Operational inefficiencies compounded the strain. Procurement contracts for inputs and jute sacks continued even as output declined, tying up scarce liquidity. A $600mn African Development Bank rehabilitation facility also underperformed: of 156,400 hectares targeted for rehabilitation, only about 40,000 had been completed by early 2025.
Financing reset
At the core of the government’s response is a shift in financing. After failing to secure a syndicated loan for 2024/25, COCOBOD adopted a buyer pre-financing model, under which buyers advance about 80 per cent of contract value upfront. While this provided short-term liquidity, it increased dependence on buyer appetite during a period of falling prices.
The new plan seeks to replace foreign syndicated borrowing with domestic cocoa bonds, structured so that repayment is tied to crop-year sales. The revolving mechanism is intended to stabilise working capital, smooth farmer payments and reduce exposure to external credit shocks.
Alongside this, the government has converted key liabilities — including obligations to the Bank of Ghana and parts of Ministry of Finance facilities — into equity to ease pressure on the balance sheet. Inherited cocoa roads commitments are to be rationalised and transferred to the Roads Ministry.
A new COCOBOD Bill is also being prepared to curb quasi-fiscal spending and impose tighter fiscal discipline, while a forensic audit covering the past eight years of operations is planned to strengthen accountability.
Broader economic stakes
Cocoa remains one of Ghana’s largest sources of foreign exchange and underpins millions of rural livelihoods. For the sovereign, COCOBOD’s debt has represented a significant contingent liability, with implications for fiscal sustainability and investor confidence.

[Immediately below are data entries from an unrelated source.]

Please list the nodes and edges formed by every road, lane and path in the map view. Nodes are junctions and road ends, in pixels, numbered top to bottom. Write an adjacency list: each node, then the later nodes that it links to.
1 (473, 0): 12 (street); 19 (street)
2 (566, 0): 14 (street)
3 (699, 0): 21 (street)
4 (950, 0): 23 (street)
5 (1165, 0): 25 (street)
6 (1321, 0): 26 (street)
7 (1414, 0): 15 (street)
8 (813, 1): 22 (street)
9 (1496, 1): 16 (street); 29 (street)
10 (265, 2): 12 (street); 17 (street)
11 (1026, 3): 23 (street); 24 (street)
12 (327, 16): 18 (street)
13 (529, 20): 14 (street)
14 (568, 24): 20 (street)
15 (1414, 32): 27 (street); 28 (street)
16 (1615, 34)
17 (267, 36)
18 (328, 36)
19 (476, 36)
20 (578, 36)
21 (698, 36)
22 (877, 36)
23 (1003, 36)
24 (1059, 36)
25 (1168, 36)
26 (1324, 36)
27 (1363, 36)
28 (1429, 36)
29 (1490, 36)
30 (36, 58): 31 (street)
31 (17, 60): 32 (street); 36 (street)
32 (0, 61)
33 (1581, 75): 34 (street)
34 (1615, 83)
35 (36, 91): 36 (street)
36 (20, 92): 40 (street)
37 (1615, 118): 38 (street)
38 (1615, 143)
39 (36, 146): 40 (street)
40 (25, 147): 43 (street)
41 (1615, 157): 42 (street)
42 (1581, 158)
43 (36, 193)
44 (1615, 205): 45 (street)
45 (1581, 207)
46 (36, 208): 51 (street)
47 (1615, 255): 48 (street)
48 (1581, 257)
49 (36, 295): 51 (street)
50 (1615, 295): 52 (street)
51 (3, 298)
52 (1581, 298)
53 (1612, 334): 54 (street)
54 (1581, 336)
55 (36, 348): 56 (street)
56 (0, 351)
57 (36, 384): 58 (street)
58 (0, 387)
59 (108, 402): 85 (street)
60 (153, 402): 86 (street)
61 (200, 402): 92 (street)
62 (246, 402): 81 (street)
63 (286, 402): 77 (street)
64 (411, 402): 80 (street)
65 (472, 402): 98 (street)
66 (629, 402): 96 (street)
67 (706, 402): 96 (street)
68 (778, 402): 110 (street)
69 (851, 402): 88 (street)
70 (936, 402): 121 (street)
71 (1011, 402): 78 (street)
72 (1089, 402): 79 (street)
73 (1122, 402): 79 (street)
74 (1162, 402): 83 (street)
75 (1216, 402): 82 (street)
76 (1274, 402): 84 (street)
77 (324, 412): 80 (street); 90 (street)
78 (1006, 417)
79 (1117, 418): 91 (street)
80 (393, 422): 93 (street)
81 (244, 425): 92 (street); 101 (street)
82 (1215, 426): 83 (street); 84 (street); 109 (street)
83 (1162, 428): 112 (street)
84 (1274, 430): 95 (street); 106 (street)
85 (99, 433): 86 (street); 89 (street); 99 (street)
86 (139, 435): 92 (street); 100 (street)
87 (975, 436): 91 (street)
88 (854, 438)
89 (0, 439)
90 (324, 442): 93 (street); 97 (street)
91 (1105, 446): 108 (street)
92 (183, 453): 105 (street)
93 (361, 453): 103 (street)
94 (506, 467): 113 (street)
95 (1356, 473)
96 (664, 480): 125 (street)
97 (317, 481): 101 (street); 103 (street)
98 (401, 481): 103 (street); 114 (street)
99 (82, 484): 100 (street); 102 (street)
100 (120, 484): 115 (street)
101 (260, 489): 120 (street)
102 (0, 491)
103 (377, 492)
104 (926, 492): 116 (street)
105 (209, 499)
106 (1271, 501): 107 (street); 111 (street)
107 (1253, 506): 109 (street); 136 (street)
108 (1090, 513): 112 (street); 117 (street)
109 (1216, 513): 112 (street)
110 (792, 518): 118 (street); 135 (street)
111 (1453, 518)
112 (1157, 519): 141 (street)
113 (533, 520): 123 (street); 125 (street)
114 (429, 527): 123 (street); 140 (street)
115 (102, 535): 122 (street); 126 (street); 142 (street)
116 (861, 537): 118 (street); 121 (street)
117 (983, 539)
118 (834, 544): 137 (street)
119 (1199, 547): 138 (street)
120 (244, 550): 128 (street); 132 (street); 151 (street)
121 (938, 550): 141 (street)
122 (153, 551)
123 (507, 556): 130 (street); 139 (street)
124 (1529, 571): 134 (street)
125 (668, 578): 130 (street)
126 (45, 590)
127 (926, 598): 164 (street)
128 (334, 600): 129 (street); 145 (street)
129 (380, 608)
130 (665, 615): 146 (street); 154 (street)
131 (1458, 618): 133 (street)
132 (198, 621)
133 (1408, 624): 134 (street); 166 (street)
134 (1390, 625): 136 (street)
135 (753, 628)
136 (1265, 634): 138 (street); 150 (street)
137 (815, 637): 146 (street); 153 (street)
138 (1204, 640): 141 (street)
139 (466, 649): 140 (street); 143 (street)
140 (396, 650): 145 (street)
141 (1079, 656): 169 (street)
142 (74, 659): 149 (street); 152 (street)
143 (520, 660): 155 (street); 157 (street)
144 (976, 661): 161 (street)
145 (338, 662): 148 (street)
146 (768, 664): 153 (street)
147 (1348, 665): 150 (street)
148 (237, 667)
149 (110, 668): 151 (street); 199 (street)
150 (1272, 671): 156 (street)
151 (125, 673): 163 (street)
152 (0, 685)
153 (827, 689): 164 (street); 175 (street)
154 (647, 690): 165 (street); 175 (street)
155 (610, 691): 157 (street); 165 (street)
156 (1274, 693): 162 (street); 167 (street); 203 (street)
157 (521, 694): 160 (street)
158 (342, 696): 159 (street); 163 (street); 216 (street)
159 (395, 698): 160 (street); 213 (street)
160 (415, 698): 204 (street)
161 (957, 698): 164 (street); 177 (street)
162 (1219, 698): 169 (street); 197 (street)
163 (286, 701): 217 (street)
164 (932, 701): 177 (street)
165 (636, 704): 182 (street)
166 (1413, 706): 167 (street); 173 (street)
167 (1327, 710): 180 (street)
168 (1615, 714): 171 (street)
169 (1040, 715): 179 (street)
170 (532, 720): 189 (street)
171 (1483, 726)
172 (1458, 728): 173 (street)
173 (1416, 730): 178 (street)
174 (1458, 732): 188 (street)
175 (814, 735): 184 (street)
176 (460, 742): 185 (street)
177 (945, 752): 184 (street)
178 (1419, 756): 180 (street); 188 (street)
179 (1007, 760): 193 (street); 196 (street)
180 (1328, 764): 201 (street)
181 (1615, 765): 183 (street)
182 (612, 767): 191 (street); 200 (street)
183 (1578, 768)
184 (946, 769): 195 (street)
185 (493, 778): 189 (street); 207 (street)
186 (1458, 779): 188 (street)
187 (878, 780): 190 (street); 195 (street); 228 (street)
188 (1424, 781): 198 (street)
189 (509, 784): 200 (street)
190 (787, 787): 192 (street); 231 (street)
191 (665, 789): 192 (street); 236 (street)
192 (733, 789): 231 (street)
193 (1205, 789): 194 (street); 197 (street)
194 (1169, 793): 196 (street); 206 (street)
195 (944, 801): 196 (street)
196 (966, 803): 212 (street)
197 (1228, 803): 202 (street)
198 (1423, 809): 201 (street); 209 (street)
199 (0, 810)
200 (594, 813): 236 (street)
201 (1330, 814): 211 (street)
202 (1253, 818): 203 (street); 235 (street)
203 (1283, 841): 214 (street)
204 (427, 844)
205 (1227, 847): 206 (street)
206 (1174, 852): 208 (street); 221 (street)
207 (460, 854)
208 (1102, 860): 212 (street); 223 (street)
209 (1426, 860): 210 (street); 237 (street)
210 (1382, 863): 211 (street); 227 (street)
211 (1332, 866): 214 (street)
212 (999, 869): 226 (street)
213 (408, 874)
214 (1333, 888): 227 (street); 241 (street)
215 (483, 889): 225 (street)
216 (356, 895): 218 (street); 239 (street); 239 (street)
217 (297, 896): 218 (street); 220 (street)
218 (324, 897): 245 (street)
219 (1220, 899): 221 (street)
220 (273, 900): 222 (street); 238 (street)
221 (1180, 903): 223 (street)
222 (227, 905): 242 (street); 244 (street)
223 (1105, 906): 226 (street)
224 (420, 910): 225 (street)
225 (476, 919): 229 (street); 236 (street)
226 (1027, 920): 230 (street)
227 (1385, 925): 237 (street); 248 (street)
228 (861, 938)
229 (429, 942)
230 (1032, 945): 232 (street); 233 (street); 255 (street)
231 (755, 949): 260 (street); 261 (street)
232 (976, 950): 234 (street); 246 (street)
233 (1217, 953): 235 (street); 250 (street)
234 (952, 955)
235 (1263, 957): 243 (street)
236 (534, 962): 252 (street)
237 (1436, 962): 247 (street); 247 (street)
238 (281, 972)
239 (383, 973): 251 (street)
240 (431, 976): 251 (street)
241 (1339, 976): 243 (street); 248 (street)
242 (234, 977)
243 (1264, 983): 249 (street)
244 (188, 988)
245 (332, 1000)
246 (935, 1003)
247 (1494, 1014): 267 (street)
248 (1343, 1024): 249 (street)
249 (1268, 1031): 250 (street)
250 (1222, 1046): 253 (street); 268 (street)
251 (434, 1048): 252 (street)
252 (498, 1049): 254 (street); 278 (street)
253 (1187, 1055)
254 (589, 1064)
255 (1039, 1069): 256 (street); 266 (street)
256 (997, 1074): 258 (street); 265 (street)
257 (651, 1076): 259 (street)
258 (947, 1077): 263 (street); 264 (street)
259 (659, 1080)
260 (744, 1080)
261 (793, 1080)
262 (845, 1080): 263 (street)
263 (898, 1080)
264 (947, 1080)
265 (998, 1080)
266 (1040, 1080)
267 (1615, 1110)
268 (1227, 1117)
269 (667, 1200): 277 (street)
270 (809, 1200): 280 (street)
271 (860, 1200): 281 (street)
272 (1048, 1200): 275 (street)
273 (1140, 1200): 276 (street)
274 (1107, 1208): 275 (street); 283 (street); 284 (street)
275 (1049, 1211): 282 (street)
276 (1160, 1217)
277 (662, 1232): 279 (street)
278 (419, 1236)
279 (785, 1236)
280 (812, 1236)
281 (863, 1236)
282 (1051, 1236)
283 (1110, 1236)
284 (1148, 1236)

If the restructuring succeeds, the benefits could ripple beyond the sector. A credible domestic bond programme would deepen local capital markets. Stronger governance could reduce fiscal risks. And a policy mandating that at least 50 per cent of beans be processed locally from 2026/27 could expand manufacturing, create jobs and help cushion the economy from raw commodity price swings.
The risks, however, are immediate and political. Lower nominal prices squeeze rural incomes at a time when confidence in state institutions is fragile. Restoring trust will depend not only on policy announcements but on prompt payments, visible improvements in farm rehabilitation and disciplined financial management.
For now, the Majority argues that stabilisation must precede expansion. “A financially resilient and well-governed COCOBOD is essential for the prosperity of millions of Ghanaians,” Mr Adongo said, signalling plans to anchor the reforms in legislation.
For Ghana’s cocoa sector, long regarded as a pillar of economic stability, the coming seasons will test whether this reset marks a durable turnaround — or simply another attempt to steady an industry vulnerable to both global volatility and domestic missteps.